- [TASK PROMPT]:
Which lines in the records below contain the word "edges"? Copy each one.

-------------------------

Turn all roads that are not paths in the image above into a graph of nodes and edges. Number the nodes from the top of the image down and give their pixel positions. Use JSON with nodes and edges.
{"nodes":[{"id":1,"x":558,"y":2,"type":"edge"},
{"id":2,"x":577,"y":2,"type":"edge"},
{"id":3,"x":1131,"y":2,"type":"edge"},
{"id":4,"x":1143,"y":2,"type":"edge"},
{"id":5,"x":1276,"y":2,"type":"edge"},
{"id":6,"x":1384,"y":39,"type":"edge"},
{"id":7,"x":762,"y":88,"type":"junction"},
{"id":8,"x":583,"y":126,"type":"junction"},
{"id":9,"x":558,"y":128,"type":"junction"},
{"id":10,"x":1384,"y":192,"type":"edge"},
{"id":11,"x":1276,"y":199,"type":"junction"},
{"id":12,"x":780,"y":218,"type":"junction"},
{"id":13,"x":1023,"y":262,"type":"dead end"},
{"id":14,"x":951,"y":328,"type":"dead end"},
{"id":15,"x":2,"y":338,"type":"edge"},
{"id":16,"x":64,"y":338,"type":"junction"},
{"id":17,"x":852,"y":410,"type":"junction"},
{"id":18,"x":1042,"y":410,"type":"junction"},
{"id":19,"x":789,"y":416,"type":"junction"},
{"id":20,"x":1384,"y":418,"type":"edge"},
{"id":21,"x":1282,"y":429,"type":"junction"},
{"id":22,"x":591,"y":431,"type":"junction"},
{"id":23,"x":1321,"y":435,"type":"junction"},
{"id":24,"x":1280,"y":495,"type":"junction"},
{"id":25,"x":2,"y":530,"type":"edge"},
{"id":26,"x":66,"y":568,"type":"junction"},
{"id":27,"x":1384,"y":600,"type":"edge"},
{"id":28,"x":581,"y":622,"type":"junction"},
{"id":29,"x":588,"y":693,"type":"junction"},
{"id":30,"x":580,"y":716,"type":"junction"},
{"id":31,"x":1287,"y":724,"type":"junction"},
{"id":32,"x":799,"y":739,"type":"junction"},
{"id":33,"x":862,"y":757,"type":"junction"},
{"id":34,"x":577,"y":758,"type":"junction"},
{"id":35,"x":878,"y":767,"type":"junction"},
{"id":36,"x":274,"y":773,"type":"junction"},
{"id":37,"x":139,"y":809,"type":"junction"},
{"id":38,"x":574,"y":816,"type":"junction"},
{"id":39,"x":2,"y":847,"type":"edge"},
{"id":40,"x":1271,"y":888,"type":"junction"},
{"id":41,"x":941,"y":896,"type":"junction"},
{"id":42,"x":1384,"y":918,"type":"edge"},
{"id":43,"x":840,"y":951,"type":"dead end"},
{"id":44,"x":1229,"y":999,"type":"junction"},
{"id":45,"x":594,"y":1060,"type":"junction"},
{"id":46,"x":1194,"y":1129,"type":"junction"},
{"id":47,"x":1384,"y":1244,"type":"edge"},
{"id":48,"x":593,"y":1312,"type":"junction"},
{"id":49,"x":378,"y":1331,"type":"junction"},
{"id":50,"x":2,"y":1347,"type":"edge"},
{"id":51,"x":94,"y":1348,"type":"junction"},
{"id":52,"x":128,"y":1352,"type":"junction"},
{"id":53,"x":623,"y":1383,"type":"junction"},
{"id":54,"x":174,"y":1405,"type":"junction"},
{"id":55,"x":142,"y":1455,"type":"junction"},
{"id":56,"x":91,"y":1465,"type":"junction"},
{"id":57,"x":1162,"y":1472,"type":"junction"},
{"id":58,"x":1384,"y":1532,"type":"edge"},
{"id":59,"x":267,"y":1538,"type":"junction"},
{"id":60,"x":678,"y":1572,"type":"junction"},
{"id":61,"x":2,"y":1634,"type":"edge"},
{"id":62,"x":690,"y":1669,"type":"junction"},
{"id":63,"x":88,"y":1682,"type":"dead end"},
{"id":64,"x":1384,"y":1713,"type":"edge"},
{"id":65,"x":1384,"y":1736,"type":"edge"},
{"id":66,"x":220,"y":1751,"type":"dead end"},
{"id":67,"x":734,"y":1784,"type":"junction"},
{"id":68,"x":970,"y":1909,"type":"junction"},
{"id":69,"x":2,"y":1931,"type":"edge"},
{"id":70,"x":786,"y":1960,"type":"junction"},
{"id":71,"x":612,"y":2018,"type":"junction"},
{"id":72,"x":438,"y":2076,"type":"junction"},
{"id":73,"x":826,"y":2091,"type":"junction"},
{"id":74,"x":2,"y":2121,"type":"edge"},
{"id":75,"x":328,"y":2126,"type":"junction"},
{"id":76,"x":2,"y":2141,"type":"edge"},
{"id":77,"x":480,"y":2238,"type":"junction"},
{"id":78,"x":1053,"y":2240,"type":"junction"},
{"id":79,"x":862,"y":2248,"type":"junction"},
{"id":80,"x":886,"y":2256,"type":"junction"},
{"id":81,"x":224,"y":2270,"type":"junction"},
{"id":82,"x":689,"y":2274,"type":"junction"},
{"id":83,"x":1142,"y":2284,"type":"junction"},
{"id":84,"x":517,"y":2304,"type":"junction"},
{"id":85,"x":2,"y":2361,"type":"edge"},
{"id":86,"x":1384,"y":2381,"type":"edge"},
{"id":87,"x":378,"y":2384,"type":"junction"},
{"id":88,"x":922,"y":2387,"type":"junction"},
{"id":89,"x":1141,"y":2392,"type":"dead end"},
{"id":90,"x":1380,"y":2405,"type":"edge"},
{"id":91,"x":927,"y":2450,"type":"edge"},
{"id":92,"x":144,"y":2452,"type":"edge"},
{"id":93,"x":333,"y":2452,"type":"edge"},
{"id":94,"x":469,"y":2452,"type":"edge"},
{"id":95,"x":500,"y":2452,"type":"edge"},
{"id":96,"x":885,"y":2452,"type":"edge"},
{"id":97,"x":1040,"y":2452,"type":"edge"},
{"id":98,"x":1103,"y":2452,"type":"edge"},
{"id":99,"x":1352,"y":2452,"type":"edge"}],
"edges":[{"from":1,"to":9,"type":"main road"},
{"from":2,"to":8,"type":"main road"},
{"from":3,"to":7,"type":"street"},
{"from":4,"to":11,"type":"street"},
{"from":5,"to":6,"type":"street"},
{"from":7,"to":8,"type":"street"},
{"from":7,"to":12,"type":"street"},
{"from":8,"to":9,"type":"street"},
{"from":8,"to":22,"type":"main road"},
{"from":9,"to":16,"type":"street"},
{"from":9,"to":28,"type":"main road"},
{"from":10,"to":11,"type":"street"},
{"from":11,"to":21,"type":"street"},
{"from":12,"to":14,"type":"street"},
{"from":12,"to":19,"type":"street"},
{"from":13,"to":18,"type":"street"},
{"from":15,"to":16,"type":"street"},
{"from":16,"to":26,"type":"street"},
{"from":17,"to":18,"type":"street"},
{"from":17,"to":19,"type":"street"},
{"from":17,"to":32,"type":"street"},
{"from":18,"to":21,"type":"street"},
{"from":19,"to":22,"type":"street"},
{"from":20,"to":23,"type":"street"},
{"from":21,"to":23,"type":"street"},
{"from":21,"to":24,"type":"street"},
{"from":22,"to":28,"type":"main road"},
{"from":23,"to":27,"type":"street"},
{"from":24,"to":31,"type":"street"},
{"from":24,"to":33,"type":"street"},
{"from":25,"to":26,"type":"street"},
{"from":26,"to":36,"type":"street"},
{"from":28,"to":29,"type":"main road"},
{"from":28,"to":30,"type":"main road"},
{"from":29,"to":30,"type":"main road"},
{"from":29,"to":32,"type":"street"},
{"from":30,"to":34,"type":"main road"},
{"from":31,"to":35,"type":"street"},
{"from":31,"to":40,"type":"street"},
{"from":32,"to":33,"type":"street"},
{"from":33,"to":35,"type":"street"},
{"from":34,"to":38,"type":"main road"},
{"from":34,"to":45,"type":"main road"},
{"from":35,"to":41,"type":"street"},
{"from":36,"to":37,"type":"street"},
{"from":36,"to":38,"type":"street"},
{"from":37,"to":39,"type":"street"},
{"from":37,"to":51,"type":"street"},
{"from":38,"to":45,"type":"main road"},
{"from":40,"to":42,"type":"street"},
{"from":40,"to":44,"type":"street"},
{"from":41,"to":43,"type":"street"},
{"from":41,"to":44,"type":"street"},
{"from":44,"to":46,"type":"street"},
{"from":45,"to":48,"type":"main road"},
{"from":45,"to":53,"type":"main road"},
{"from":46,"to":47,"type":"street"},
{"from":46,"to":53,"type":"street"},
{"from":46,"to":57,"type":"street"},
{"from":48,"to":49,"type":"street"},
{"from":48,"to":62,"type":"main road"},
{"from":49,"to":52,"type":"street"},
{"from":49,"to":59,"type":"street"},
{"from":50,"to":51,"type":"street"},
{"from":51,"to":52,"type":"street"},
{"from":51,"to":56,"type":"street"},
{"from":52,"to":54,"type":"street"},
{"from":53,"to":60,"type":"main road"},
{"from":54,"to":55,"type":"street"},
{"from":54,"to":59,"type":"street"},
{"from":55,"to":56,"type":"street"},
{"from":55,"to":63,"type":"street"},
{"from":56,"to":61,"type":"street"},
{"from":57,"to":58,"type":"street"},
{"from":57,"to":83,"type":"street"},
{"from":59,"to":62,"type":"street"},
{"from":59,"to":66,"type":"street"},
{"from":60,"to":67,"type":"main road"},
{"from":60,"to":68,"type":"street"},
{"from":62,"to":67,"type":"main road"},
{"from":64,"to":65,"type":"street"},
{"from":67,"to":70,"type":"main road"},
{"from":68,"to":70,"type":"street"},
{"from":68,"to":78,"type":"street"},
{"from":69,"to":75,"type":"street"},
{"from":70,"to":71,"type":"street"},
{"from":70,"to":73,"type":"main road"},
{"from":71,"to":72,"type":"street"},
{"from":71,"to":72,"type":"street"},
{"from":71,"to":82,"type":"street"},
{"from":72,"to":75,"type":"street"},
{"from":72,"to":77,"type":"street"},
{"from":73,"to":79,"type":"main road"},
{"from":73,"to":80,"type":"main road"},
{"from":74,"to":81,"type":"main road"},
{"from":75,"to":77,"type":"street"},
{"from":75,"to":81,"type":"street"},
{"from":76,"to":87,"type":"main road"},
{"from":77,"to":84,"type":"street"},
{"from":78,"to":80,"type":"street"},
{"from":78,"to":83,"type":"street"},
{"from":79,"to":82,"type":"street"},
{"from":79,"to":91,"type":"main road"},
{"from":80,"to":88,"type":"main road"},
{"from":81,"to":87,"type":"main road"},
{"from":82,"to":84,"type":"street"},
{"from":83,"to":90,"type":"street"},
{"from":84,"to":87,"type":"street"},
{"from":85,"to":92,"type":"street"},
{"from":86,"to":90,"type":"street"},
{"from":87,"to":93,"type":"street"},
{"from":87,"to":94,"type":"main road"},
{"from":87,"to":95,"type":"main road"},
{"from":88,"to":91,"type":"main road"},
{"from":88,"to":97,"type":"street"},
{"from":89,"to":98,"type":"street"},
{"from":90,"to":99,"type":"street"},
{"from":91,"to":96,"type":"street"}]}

-------------------------

- [OUTPUT FOR THIS TASK]:
Turn all roads that are not paths in the image above into a graph of nodes and edges. Number the nodes from the top of the image down and give their pixel positions. Use JSON with nodes and edges.
"edges":[{"from":1,"to":9,"type":"main road"},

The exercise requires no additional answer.